Requirement :: Read the data below. Every line holding the string "them" must be copied.

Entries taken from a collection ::
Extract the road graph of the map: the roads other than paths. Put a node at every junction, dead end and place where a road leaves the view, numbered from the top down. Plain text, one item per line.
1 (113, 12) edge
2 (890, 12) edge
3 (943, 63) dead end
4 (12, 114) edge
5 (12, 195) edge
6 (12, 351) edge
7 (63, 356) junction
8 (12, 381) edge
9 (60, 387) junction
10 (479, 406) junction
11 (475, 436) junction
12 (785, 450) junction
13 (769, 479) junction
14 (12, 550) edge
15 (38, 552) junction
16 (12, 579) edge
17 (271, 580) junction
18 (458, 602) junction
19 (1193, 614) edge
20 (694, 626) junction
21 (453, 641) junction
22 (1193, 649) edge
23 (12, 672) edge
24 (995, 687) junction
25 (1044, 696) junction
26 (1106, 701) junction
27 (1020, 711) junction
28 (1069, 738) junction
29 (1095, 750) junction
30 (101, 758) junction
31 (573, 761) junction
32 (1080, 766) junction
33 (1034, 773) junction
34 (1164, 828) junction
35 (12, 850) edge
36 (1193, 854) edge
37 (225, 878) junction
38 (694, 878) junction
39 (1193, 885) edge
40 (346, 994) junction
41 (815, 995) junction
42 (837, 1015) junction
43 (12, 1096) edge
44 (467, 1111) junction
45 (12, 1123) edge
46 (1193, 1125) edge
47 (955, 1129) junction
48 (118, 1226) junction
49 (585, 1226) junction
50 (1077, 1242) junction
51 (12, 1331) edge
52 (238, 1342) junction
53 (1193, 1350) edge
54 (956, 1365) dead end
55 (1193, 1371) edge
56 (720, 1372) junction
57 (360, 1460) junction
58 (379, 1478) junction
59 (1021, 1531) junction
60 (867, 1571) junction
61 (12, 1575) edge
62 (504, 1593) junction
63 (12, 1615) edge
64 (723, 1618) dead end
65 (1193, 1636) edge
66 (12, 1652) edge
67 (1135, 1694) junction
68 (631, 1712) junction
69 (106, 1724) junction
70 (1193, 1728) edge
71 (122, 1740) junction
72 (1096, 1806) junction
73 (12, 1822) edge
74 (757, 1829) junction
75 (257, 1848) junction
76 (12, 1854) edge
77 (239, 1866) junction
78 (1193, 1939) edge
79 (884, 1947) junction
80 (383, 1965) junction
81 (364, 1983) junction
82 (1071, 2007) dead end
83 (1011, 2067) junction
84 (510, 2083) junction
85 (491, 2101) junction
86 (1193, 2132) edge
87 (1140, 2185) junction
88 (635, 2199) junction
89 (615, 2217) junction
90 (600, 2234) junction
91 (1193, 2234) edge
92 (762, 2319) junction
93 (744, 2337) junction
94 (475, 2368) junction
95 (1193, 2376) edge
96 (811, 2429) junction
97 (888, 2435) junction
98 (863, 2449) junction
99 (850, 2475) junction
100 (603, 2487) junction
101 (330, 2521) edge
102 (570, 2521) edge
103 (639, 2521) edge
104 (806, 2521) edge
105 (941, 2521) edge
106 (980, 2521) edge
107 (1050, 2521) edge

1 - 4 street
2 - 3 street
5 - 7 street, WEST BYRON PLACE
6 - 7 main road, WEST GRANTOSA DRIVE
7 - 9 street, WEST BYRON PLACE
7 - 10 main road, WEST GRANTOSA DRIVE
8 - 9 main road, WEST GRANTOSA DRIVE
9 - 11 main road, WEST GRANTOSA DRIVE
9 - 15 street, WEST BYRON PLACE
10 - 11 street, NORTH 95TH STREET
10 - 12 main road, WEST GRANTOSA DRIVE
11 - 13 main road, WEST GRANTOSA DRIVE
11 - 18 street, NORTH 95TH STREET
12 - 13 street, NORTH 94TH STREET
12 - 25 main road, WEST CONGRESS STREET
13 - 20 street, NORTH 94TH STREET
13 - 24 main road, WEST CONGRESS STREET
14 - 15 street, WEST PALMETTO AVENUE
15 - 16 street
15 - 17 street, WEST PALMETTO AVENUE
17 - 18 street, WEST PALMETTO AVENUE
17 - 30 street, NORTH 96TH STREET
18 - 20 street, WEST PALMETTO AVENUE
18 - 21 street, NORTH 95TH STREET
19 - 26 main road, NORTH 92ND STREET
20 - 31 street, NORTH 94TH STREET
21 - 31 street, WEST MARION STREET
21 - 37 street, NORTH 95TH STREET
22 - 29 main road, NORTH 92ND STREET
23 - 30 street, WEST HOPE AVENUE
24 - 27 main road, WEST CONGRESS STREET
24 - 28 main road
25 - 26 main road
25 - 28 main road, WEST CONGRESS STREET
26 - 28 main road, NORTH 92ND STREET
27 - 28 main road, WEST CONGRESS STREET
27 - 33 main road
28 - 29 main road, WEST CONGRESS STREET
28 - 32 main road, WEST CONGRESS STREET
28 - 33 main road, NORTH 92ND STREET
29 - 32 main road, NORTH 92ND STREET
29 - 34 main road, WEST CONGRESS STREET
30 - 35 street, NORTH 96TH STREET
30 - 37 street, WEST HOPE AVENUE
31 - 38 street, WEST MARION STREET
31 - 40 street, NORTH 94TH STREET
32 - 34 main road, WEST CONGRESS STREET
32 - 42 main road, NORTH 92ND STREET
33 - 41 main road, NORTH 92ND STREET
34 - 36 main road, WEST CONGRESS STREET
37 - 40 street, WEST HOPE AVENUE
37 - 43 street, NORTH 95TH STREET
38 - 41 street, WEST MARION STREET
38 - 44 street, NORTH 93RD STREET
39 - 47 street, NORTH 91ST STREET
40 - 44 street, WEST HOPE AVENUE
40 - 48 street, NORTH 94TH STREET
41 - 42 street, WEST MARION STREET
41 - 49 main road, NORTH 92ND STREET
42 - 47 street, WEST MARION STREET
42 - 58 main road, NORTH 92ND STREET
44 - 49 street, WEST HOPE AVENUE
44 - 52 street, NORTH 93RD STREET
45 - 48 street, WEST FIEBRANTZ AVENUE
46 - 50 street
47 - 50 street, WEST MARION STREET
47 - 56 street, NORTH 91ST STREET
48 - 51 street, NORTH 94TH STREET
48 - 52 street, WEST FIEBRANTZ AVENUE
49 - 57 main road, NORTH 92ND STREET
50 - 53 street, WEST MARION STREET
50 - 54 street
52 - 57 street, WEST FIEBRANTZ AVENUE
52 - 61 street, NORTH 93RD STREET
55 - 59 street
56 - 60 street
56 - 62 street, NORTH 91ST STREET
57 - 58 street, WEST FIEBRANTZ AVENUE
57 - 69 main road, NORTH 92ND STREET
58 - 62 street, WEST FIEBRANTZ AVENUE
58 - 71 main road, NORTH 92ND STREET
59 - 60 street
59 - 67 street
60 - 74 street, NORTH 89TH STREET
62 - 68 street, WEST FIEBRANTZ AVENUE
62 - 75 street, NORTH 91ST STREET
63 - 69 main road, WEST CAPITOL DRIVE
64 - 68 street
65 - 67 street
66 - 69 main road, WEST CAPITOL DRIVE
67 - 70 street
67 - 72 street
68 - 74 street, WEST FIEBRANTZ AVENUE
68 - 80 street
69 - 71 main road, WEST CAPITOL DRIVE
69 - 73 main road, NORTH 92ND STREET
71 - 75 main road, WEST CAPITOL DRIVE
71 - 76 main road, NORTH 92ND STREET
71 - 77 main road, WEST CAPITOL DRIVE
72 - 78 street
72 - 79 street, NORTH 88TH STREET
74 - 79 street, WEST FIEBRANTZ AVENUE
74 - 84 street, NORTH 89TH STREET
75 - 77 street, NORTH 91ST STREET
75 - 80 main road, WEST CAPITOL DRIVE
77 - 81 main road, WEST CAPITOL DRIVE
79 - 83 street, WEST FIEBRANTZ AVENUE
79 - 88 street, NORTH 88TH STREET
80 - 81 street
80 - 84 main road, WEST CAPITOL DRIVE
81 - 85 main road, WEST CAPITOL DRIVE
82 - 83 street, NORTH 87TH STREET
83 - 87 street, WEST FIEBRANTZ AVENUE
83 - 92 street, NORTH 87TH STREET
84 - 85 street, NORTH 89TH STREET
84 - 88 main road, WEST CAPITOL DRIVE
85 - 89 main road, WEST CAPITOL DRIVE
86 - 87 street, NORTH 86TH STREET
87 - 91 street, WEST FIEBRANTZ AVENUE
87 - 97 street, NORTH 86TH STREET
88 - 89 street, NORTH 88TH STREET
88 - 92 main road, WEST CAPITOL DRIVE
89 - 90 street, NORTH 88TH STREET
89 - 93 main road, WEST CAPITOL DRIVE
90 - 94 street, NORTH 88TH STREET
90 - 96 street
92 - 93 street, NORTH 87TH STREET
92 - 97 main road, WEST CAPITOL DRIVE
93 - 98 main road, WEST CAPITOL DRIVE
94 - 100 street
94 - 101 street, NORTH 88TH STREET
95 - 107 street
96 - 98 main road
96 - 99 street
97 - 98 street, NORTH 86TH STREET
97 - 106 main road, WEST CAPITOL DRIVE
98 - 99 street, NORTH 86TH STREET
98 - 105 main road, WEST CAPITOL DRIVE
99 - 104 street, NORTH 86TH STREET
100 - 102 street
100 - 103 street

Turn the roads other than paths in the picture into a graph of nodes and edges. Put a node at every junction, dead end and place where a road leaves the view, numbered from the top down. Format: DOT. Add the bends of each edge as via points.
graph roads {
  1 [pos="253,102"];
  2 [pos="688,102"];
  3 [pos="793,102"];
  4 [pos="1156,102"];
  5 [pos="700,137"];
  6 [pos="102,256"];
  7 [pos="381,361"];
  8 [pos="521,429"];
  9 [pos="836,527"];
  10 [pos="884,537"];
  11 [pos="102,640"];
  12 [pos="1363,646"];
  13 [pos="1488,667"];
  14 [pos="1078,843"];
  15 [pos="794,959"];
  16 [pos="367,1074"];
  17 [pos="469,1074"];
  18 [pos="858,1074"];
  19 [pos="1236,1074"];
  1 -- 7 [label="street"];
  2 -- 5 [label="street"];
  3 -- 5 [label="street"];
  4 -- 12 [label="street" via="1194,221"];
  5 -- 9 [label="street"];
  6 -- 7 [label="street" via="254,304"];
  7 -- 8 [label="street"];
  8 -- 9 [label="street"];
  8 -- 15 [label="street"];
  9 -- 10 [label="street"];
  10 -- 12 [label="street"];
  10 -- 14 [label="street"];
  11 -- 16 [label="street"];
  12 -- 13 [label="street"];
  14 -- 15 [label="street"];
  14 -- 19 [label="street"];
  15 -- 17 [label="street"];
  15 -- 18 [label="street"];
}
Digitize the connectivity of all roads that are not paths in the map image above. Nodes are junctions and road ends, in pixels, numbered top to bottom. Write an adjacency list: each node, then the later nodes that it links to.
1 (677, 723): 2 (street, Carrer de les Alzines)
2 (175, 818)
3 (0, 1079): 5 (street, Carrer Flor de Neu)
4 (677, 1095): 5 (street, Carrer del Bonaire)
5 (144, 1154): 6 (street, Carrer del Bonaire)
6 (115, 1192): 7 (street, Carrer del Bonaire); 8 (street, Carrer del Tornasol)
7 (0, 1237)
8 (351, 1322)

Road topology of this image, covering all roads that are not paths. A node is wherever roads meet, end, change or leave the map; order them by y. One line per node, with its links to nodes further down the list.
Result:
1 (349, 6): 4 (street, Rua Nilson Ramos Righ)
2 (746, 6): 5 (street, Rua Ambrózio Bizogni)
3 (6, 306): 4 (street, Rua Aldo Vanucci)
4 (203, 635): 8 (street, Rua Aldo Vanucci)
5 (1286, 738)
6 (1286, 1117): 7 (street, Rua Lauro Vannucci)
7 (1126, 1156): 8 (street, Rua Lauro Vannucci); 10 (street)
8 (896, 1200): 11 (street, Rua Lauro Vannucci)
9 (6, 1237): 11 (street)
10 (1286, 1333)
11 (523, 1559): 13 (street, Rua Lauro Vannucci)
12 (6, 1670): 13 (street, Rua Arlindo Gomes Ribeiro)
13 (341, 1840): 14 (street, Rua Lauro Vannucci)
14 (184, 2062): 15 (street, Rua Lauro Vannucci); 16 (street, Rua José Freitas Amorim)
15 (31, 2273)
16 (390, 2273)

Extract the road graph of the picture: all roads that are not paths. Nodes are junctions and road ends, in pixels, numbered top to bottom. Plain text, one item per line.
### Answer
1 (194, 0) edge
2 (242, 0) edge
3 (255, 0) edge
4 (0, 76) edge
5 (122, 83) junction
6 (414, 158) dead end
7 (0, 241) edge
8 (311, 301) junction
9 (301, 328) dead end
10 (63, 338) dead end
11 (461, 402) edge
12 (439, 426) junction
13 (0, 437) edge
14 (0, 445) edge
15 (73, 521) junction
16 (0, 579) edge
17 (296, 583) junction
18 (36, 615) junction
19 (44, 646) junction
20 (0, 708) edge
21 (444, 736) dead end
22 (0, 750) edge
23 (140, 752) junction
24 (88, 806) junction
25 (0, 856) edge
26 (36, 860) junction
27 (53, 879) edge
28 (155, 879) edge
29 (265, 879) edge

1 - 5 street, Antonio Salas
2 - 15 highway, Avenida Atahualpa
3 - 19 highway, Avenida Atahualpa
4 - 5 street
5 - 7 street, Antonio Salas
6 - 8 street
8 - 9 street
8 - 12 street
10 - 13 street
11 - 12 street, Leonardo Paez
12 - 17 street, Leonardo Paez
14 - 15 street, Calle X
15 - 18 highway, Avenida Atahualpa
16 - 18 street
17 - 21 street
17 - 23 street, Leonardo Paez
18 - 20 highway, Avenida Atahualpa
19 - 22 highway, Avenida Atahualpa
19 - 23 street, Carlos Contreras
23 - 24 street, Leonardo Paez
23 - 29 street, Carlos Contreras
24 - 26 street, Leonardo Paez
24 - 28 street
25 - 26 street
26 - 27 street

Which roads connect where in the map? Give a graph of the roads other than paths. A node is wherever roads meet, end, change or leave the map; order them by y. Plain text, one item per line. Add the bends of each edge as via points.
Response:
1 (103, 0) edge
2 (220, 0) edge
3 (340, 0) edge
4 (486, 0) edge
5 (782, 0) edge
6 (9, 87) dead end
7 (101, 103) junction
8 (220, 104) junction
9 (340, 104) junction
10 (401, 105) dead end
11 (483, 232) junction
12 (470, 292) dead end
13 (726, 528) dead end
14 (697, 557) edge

Result ::
Road topology of this image, covering all roads that are not paths. A node is wherever roads meet, end, change or leave the map; order them by y. One line per node, with its links to nodes further down the list.
Which roads connect where in the map? Give a graph of the roads other than paths. A node is wherever roads meet, end, change or leave the map; order them by y. Plain text, one item per line. Add the bends of each edge as via points.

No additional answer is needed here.